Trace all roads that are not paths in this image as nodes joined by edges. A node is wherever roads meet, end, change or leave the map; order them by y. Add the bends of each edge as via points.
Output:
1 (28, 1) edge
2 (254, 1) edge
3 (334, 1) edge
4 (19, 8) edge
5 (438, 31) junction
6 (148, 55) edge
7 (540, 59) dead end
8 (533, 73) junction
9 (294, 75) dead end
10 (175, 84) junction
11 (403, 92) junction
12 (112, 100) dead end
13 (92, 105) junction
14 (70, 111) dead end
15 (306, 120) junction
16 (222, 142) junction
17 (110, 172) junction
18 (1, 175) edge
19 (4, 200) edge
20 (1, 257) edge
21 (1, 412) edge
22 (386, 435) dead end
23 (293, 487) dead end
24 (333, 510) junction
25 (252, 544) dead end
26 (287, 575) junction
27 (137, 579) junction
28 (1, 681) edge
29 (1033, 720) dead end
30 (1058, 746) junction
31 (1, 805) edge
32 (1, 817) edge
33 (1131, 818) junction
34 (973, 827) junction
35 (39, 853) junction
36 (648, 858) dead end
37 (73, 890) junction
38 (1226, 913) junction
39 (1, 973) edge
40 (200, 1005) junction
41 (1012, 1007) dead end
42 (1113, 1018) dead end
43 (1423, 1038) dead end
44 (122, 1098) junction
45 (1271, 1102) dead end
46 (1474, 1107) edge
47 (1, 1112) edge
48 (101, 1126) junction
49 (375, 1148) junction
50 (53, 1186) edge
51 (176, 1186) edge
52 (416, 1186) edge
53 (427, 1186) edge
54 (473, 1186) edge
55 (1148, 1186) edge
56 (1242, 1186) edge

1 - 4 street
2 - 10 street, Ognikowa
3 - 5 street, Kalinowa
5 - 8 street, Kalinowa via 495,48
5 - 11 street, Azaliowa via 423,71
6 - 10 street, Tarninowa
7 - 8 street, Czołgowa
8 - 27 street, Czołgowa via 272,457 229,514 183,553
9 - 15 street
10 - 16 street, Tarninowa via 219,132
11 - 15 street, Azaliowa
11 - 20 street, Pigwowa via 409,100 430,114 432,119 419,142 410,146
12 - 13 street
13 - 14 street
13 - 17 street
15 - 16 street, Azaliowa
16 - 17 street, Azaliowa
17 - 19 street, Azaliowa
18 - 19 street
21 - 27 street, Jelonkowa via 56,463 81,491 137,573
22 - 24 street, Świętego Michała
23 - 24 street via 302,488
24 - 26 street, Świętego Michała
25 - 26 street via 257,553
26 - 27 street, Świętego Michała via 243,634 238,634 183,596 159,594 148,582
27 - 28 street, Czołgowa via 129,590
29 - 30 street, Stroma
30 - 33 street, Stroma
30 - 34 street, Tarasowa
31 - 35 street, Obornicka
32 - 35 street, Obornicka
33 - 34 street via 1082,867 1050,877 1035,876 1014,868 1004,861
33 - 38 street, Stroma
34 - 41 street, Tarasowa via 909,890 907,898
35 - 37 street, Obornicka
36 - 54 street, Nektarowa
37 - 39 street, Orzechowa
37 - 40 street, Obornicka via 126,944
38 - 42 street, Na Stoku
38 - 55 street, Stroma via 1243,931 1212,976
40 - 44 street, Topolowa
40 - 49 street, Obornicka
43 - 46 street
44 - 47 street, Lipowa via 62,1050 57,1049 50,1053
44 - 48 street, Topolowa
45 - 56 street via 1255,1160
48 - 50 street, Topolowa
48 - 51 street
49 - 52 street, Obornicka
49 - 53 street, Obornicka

What to do - Since only the total is wanted, work out how many lines of the data above contain "Stroma" and state it alone.

Task response - 4